### Raw data ###
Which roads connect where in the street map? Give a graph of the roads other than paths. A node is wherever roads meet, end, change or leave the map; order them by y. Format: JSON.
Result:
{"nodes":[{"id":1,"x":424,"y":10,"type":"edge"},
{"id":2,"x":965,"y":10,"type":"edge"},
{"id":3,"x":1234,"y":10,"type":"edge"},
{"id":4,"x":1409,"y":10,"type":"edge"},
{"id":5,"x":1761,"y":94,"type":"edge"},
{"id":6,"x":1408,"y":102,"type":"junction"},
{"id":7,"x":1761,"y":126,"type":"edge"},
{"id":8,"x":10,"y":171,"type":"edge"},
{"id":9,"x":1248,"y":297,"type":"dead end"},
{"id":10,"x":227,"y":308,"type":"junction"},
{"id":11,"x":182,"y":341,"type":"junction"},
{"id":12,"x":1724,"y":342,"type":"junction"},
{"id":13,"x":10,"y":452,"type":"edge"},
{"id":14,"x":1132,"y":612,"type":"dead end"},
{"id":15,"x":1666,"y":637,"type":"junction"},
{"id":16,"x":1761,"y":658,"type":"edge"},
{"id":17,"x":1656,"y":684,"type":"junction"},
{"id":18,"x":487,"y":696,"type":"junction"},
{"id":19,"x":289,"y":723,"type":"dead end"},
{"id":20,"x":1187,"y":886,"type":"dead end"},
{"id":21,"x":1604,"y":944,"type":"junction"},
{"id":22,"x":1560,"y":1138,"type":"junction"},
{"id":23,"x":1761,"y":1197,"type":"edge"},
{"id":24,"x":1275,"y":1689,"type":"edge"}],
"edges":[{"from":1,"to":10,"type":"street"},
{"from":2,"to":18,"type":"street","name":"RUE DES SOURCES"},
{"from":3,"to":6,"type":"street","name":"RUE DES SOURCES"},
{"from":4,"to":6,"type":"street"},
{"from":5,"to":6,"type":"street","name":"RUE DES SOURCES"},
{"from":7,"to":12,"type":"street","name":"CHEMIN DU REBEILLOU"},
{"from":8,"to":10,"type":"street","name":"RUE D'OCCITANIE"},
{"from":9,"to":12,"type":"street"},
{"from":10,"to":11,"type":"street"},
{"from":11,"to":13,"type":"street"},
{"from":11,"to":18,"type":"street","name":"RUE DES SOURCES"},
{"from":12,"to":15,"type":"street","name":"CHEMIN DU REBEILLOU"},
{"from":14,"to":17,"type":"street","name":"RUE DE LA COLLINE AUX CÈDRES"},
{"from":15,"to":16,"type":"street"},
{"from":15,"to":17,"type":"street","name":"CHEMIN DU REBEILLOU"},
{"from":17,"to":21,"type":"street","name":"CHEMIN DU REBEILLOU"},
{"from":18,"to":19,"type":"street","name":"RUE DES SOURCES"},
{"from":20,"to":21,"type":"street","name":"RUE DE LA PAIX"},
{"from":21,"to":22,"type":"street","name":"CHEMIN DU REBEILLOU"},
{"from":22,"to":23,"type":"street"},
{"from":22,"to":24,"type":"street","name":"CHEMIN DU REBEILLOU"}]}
###
## Problem description
Set down every entry exactly as it appears.

## Response to this task
Which roads connect where in the street map? Give a graph of the roads other than paths. A node is wherever roads meet, end, change or leave the map; order them by y. Format: JSON.
Result:
{"nodes":[{"id":1,"x":424,"y":10,"type":"edge"},
{"id":2,"x":965,"y":10,"type":"edge"},
{"id":3,"x":1234,"y":10,"type":"edge"},
{"id":4,"x":1409,"y":10,"type":"edge"},
{"id":5,"x":1761,"y":94,"type":"edge"},
{"id":6,"x":1408,"y":102,"type":"junction"},
{"id":7,"x":1761,"y":126,"type":"edge"},
{"id":8,"x":10,"y":171,"type":"edge"},
{"id":9,"x":1248,"y":297,"type":"dead end"},
{"id":10,"x":227,"y":308,"type":"junction"},
{"id":11,"x":182,"y":341,"type":"junction"},
{"id":12,"x":1724,"y":342,"type":"junction"},
{"id":13,"x":10,"y":452,"type":"edge"},
{"id":14,"x":1132,"y":612,"type":"dead end"},
{"id":15,"x":1666,"y":637,"type":"junction"},
{"id":16,"x":1761,"y":658,"type":"edge"},
{"id":17,"x":1656,"y":684,"type":"junction"},
{"id":18,"x":487,"y":696,"type":"junction"},
{"id":19,"x":289,"y":723,"type":"dead end"},
{"id":20,"x":1187,"y":886,"type":"dead end"},
{"id":21,"x":1604,"y":944,"type":"junction"},
{"id":22,"x":1560,"y":1138,"type":"junction"},
{"id":23,"x":1761,"y":1197,"type":"edge"},
{"id":24,"x":1275,"y":1689,"type":"edge"}],
"edges":[{"from":1,"to":10,"type":"street"},
{"from":2,"to":18,"type":"street","name":"RUE DES SOURCES"},
{"from":3,"to":6,"type":"street","name":"RUE DES SOURCES"},
{"from":4,"to":6,"type":"street"},
{"from":5,"to":6,"type":"street","name":"RUE DES SOURCES"},
{"from":7,"to":12,"type":"street","name":"CHEMIN DU REBEILLOU"},
{"from":8,"to":10,"type":"street","name":"RUE D'OCCITANIE"},
{"from":9,"to":12,"type":"street"},
{"from":10,"to":11,"type":"street"},
{"from":11,"to":13,"type":"street"},
{"from":11,"to":18,"type":"street","name":"RUE DES SOURCES"},
{"from":12,"to":15,"type":"street","name":"CHEMIN DU REBEILLOU"},
{"from":14,"to":17,"type":"street","name":"RUE DE LA COLLINE AUX CÈDRES"},
{"from":15,"to":16,"type":"street"},
{"from":15,"to":17,"type":"street","name":"CHEMIN DU REBEILLOU"},
{"from":17,"to":21,"type":"street","name":"CHEMIN DU REBEILLOU"},
{"from":18,"to":19,"type":"street","name":"RUE DES SOURCES"},
{"from":20,"to":21,"type":"street","name":"RUE DE LA PAIX"},
{"from":21,"to":22,"type":"street","name":"CHEMIN DU REBEILLOU"},
{"from":22,"to":23,"type":"street"},
{"from":22,"to":24,"type":"street","name":"CHEMIN DU REBEILLOU"}]}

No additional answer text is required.